→ **Brief**
Would you give the records below again, exactly and completely?

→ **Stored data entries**
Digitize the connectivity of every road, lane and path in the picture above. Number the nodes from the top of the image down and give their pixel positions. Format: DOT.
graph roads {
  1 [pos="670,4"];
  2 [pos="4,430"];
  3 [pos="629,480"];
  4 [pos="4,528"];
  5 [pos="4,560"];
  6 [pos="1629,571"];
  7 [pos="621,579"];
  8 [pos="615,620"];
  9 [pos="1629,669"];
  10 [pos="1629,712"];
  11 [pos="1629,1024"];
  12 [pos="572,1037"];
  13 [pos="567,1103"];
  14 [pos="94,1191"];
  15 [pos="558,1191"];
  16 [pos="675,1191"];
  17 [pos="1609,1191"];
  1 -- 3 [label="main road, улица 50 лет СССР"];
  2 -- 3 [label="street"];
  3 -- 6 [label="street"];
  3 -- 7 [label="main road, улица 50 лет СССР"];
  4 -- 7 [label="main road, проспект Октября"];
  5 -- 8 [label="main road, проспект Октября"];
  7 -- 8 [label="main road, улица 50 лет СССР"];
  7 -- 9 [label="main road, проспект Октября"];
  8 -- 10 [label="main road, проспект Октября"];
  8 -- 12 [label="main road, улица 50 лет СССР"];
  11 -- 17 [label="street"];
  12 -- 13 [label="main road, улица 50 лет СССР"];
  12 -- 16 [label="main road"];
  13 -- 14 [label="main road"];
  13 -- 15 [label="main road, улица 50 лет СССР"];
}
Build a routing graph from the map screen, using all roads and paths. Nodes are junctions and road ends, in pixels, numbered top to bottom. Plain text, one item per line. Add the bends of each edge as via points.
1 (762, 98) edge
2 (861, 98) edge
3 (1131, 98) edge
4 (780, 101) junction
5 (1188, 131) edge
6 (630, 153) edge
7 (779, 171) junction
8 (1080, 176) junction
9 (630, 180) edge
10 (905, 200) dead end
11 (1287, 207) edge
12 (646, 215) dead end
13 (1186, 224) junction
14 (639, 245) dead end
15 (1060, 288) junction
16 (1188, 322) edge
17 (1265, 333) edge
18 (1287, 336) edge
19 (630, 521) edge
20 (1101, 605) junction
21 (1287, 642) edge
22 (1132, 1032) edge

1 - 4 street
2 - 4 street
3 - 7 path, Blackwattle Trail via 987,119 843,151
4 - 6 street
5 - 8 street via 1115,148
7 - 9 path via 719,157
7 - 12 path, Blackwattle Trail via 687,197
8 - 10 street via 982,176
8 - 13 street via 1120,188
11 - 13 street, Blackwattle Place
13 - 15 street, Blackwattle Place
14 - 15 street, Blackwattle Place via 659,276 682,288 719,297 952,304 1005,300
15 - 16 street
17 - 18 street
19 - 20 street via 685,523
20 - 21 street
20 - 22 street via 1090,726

→ **Answer space**
Digitize the connectivity of every road, lane and path in the picture above. Number the nodes from the top of the image down and give their pixel positions. Format: DOT.
graph roads {
  1 [pos="670,4"];
  2 [pos="4,430"];
  3 [pos="629,480"];
  4 [pos="4,528"];
  5 [pos="4,560"];
  6 [pos="1629,571"];
  7 [pos="621,579"];
  8 [pos="615,620"];
  9 [pos="1629,669"];
  10 [pos="1629,712"];
  11 [pos="1629,1024"];
  12 [pos="572,1037"];
  13 [pos="567,1103"];
  14 [pos="94,1191"];
  15 [pos="558,1191"];
  16 [pos="675,1191"];
  17 [pos="1609,1191"];
  1 -- 3 [label="main road, улица 50 лет СССР"];
  2 -- 3 [label="street"];
  3 -- 6 [label="street"];
  3 -- 7 [label="main road, улица 50 лет СССР"];
  4 -- 7 [label="main road, проспект Октября"];
  5 -- 8 [label="main road, проспект Октября"];
  7 -- 8 [label="main road, улица 50 лет СССР"];
  7 -- 9 [label="main road, проспект Октября"];
  8 -- 10 [label="main road, проспект Октября"];
  8 -- 12 [label="main road, улица 50 лет СССР"];
  11 -- 17 [label="street"];
  12 -- 13 [label="main road, улица 50 лет СССР"];
  12 -- 16 [label="main road"];
  13 -- 14 [label="main road"];
  13 -- 15 [label="main road, улица 50 лет СССР"];
}
Build a routing graph from the map screen, using all roads and paths. Nodes are junctions and road ends, in pixels, numbered top to bottom. Plain text, one item per line. Add the bends of each edge as via points.
1 (762, 98) edge
2 (861, 98) edge
3 (1131, 98) edge
4 (780, 101) junction
5 (1188, 131) edge
6 (630, 153) edge
7 (779, 171) junction
8 (1080, 176) junction
9 (630, 180) edge
10 (905, 200) dead end
11 (1287, 207) edge
12 (646, 215) dead end
13 (1186, 224) junction
14 (639, 245) dead end
15 (1060, 288) junction
16 (1188, 322) edge
17 (1265, 333) edge
18 (1287, 336) edge
19 (630, 521) edge
20 (1101, 605) junction
21 (1287, 642) edge
22 (1132, 1032) edge

1 - 4 street
2 - 4 street
3 - 7 path, Blackwattle Trail via 987,119 843,151
4 - 6 street
5 - 8 street via 1115,148
7 - 9 path via 719,157
7 - 12 path, Blackwattle Trail via 687,197
8 - 10 street via 982,176
8 - 13 street via 1120,188
11 - 13 street, Blackwattle Place
13 - 15 street, Blackwattle Place
14 - 15 street, Blackwattle Place via 659,276 682,288 719,297 952,304 1005,300
15 - 16 street
17 - 18 street
19 - 20 street via 685,523
20 - 21 street
20 - 22 street via 1090,726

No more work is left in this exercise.